WHAT IS EXPECTED: Transcribe the records below exactly, leaving out any pictures.

AVAILABLE RECORDS:
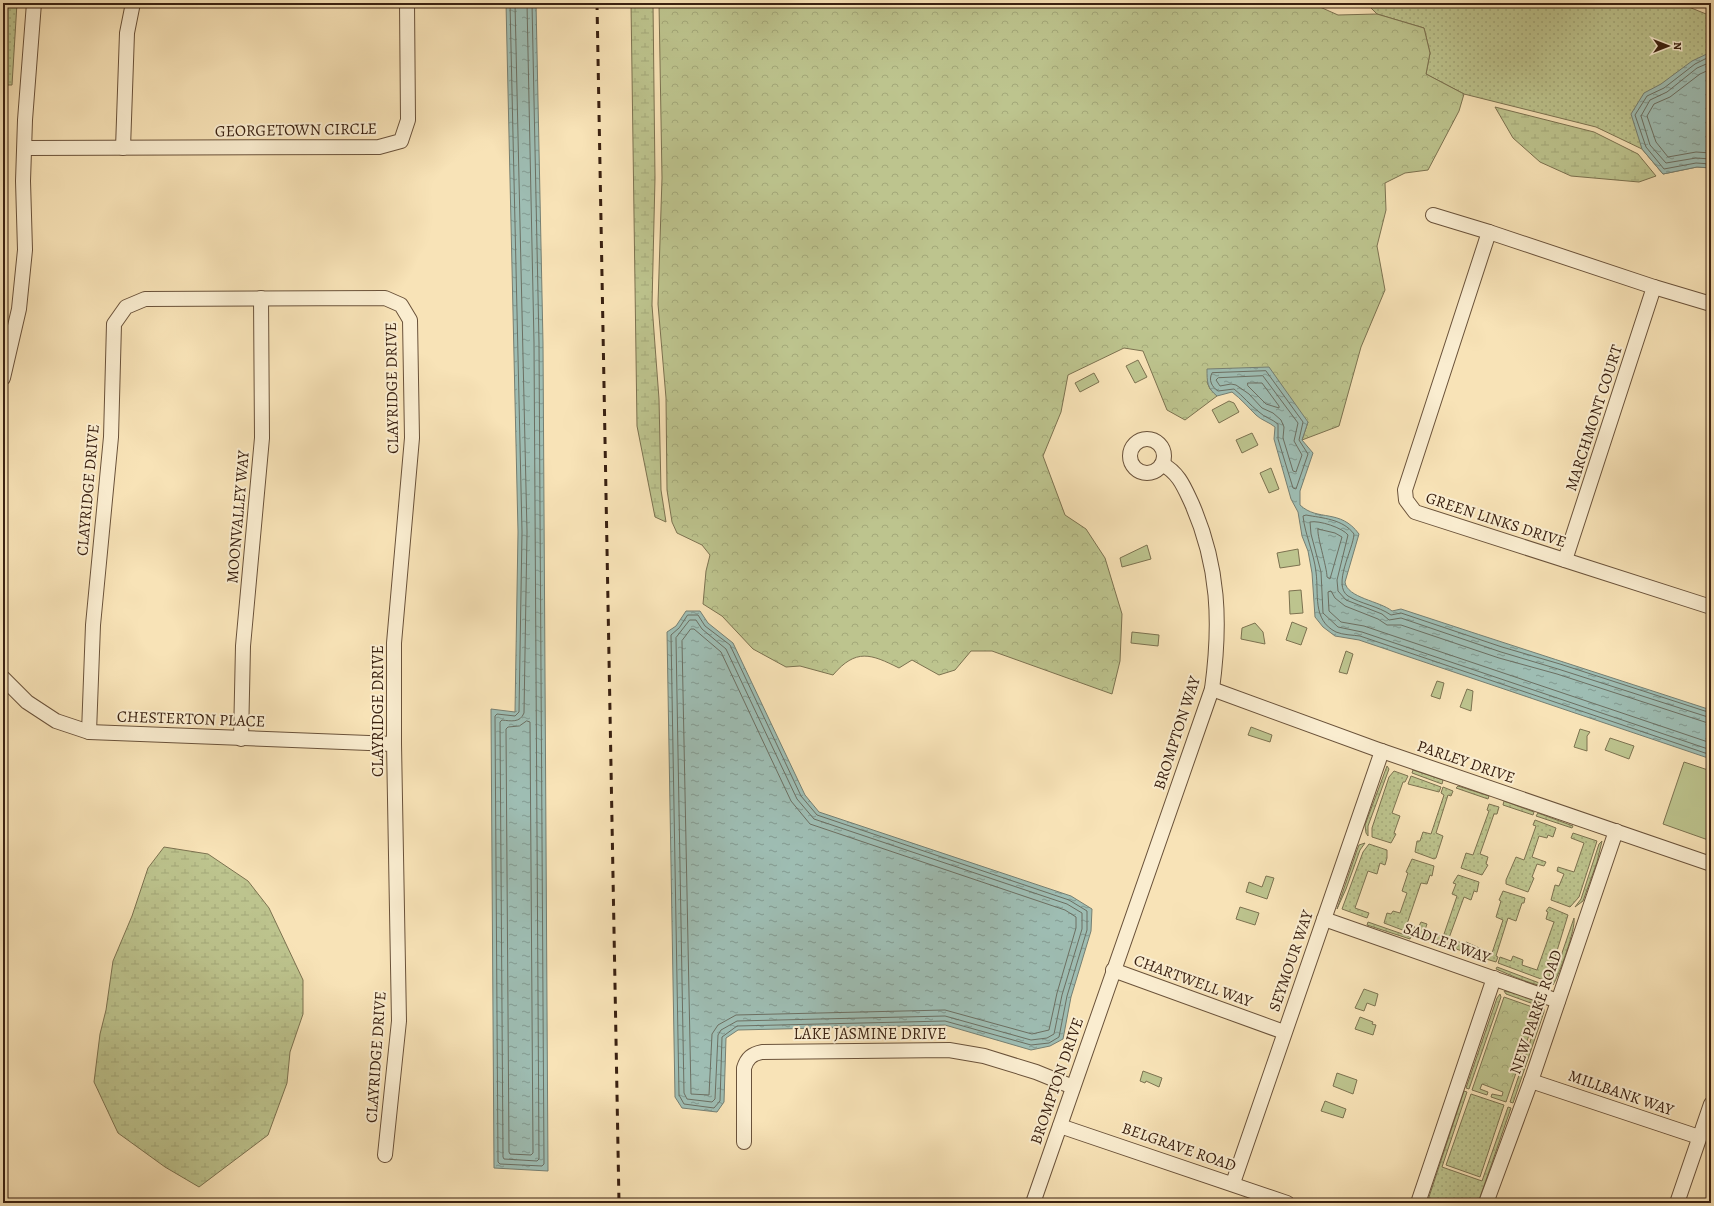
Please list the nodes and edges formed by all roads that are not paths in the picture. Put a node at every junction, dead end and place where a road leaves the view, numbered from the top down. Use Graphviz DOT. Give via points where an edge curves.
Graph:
graph roads {
  1 [pos="34,3"];
  2 [pos="133,3"];
  3 [pos="407,3"];
  4 [pos="25,148"];
  5 [pos="123,148"];
  6 [pos="1433,214"];
  7 [pos="1489,232"];
  8 [pos="1654,287"];
  9 [pos="261,298"];
  10 [pos="1711,304"];
  11 [pos="3,378"];
  12 [pos="1162,464"];
  13 [pos="1565,560"];
  14 [pos="1711,607"];
  15 [pos="3,678"];
  16 [pos="1212,689"];
  17 [pos="89,732"];
  18 [pos="241,738"];
  19 [pos="394,744"];
  20 [pos="1382,751"];
  21 [pos="1616,831"];
  22 [pos="1711,864"];
  23 [pos="1324,919"];
  24 [pos="1113,970"];
  25 [pos="1494,978"];
  26 [pos="1558,1001"];
  27 [pos="1284,1032"];
  28 [pos="1531,1081"];
  29 [pos="1073,1087"];
  30 [pos="1711,1104"];
  31 [pos="1060,1126"];
  32 [pos="1700,1137"];
  33 [pos="744,1142"];
  34 [pos="385,1155"];
  35 [pos="1233,1183"];
  36 [pos="1033,1203"];
  37 [pos="1287,1203"];
  38 [pos="1418,1203"];
  39 [pos="1486,1203"];
  40 [pos="1677,1203"];
  1 -- 4 [label="street"];
  2 -- 5 [label="street" via="127,33"];
  3 -- 5 [label="street, GEORGETOWN CIRCLE" via="408,120 401,140 379,147"];
  4 -- 5 [label="street, GEORGETOWN CIRCLE"];
  4 -- 11 [label="street" via="25,250 19,309"];
  6 -- 7 [label="street"];
  7 -- 8 [label="street"];
  7 -- 13 [label="street, GREEN LINKS DRIVE" via="1408,481 1406,500 1415,512"];
  8 -- 10 [label="street"];
  8 -- 13 [label="street, MARCHMONT COURT"];
  9 -- 17 [label="street, CLAYRIDGE DRIVE" via="145,299 126,307 114,324 111,437 93,625"];
  9 -- 18 [label="street, MOONVALLEY WAY" via="262,438 243,646"];
  9 -- 19 [label="street, CLAYRIDGE DRIVE" via="385,298 402,305 410,320 412,438 394,643"];
  12 -- 16 [label="street, BROMPTON WAY" via="1174,470 1185,489 1209,552 1217,613 1217,650"];
  13 -- 14 [label="street, GREEN LINKS DRIVE"];
  15 -- 17 [label="street, CHESTERTON PLACE" via="27,702 56,721"];
  16 -- 20 [label="street, PARLEY DRIVE"];
  16 -- 24 [label="street, BROMPTON WAY"];
  17 -- 18 [label="street, CHESTERTON PLACE"];
  18 -- 19 [label="street, CHESTERTON PLACE"];
  19 -- 34 [label="street, CLAYRIDGE DRIVE" via="399,1021"];
  20 -- 21 [label="street, PARLEY DRIVE"];
  20 -- 23 [label="street, SEYMOUR WAY"];
  21 -- 22 [label="street, PARLEY DRIVE"];
  21 -- 26 [label="street, NEW PARKE ROAD"];
  23 -- 25 [label="street, SADLER WAY"];
  23 -- 27 [label="street, SEYMOUR WAY"];
  24 -- 27 [label="street, CHARTWELL WAY"];
  24 -- 29 [label="street, BROMPTON DRIVE"];
  25 -- 26 [label="street, SADLER WAY"];
  25 -- 38 [label="street"];
  26 -- 28 [label="street, NEW PARKE ROAD"];
  27 -- 35 [label="street, SEYMOUR WAY"];
  28 -- 32 [label="street, MILLBANK WAY"];
  28 -- 39 [label="street, NEW PARKE ROAD"];
  29 -- 31 [label="street, BROMPTON DRIVE"];
  29 -- 33 [label="street, LAKE JASMINE DRIVE" via="984,1056 949,1050 756,1053 746,1061 744,1068"];
  30 -- 32 [label="street"];
  31 -- 35 [label="street, BELGRAVE ROAD"];
  31 -- 36 [label="street, BROMPTON DRIVE"];
  32 -- 40 [label="street"];
  35 -- 37 [label="street, BELGRAVE ROAD"];
}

SOLUTION TO THIS EXERCISE:
Please list the nodes and edges formed by all roads that are not paths in the picture. Put a node at every junction, dead end and place where a road leaves the view, numbered from the top down. Use Graphviz DOT. Give via points where an edge curves.
Graph:
graph roads {
  1 [pos="34,3"];
  2 [pos="133,3"];
  3 [pos="407,3"];
  4 [pos="25,148"];
  5 [pos="123,148"];
  6 [pos="1433,214"];
  7 [pos="1489,232"];
  8 [pos="1654,287"];
  9 [pos="261,298"];
  10 [pos="1711,304"];
  11 [pos="3,378"];
  12 [pos="1162,464"];
  13 [pos="1565,560"];
  14 [pos="1711,607"];
  15 [pos="3,678"];
  16 [pos="1212,689"];
  17 [pos="89,732"];
  18 [pos="241,738"];
  19 [pos="394,744"];
  20 [pos="1382,751"];
  21 [pos="1616,831"];
  22 [pos="1711,864"];
  23 [pos="1324,919"];
  24 [pos="1113,970"];
  25 [pos="1494,978"];
  26 [pos="1558,1001"];
  27 [pos="1284,1032"];
  28 [pos="1531,1081"];
  29 [pos="1073,1087"];
  30 [pos="1711,1104"];
  31 [pos="1060,1126"];
  32 [pos="1700,1137"];
  33 [pos="744,1142"];
  34 [pos="385,1155"];
  35 [pos="1233,1183"];
  36 [pos="1033,1203"];
  37 [pos="1287,1203"];
  38 [pos="1418,1203"];
  39 [pos="1486,1203"];
  40 [pos="1677,1203"];
  1 -- 4 [label="street"];
  2 -- 5 [label="street" via="127,33"];
  3 -- 5 [label="street, GEORGETOWN CIRCLE" via="408,120 401,140 379,147"];
  4 -- 5 [label="street, GEORGETOWN CIRCLE"];
  4 -- 11 [label="street" via="25,250 19,309"];
  6 -- 7 [label="street"];
  7 -- 8 [label="street"];
  7 -- 13 [label="street, GREEN LINKS DRIVE" via="1408,481 1406,500 1415,512"];
  8 -- 10 [label="street"];
  8 -- 13 [label="street, MARCHMONT COURT"];
  9 -- 17 [label="street, CLAYRIDGE DRIVE" via="145,299 126,307 114,324 111,437 93,625"];
  9 -- 18 [label="street, MOONVALLEY WAY" via="262,438 243,646"];
  9 -- 19 [label="street, CLAYRIDGE DRIVE" via="385,298 402,305 410,320 412,438 394,643"];
  12 -- 16 [label="street, BROMPTON WAY" via="1174,470 1185,489 1209,552 1217,613 1217,650"];
  13 -- 14 [label="street, GREEN LINKS DRIVE"];
  15 -- 17 [label="street, CHESTERTON PLACE" via="27,702 56,721"];
  16 -- 20 [label="street, PARLEY DRIVE"];
  16 -- 24 [label="street, BROMPTON WAY"];
  17 -- 18 [label="street, CHESTERTON PLACE"];
  18 -- 19 [label="street, CHESTERTON PLACE"];
  19 -- 34 [label="street, CLAYRIDGE DRIVE" via="399,1021"];
  20 -- 21 [label="street, PARLEY DRIVE"];
  20 -- 23 [label="street, SEYMOUR WAY"];
  21 -- 22 [label="street, PARLEY DRIVE"];
  21 -- 26 [label="street, NEW PARKE ROAD"];
  23 -- 25 [label="street, SADLER WAY"];
  23 -- 27 [label="street, SEYMOUR WAY"];
  24 -- 27 [label="street, CHARTWELL WAY"];
  24 -- 29 [label="street, BROMPTON DRIVE"];
  25 -- 26 [label="street, SADLER WAY"];
  25 -- 38 [label="street"];
  26 -- 28 [label="street, NEW PARKE ROAD"];
  27 -- 35 [label="street, SEYMOUR WAY"];
  28 -- 32 [label="street, MILLBANK WAY"];
  28 -- 39 [label="street, NEW PARKE ROAD"];
  29 -- 31 [label="street, BROMPTON DRIVE"];
  29 -- 33 [label="street, LAKE JASMINE DRIVE" via="984,1056 949,1050 756,1053 746,1061 744,1068"];
  30 -- 32 [label="street"];
  31 -- 35 [label="street, BELGRAVE ROAD"];
  31 -- 36 [label="street, BROMPTON DRIVE"];
  32 -- 40 [label="street"];
  35 -- 37 [label="street, BELGRAVE ROAD"];
}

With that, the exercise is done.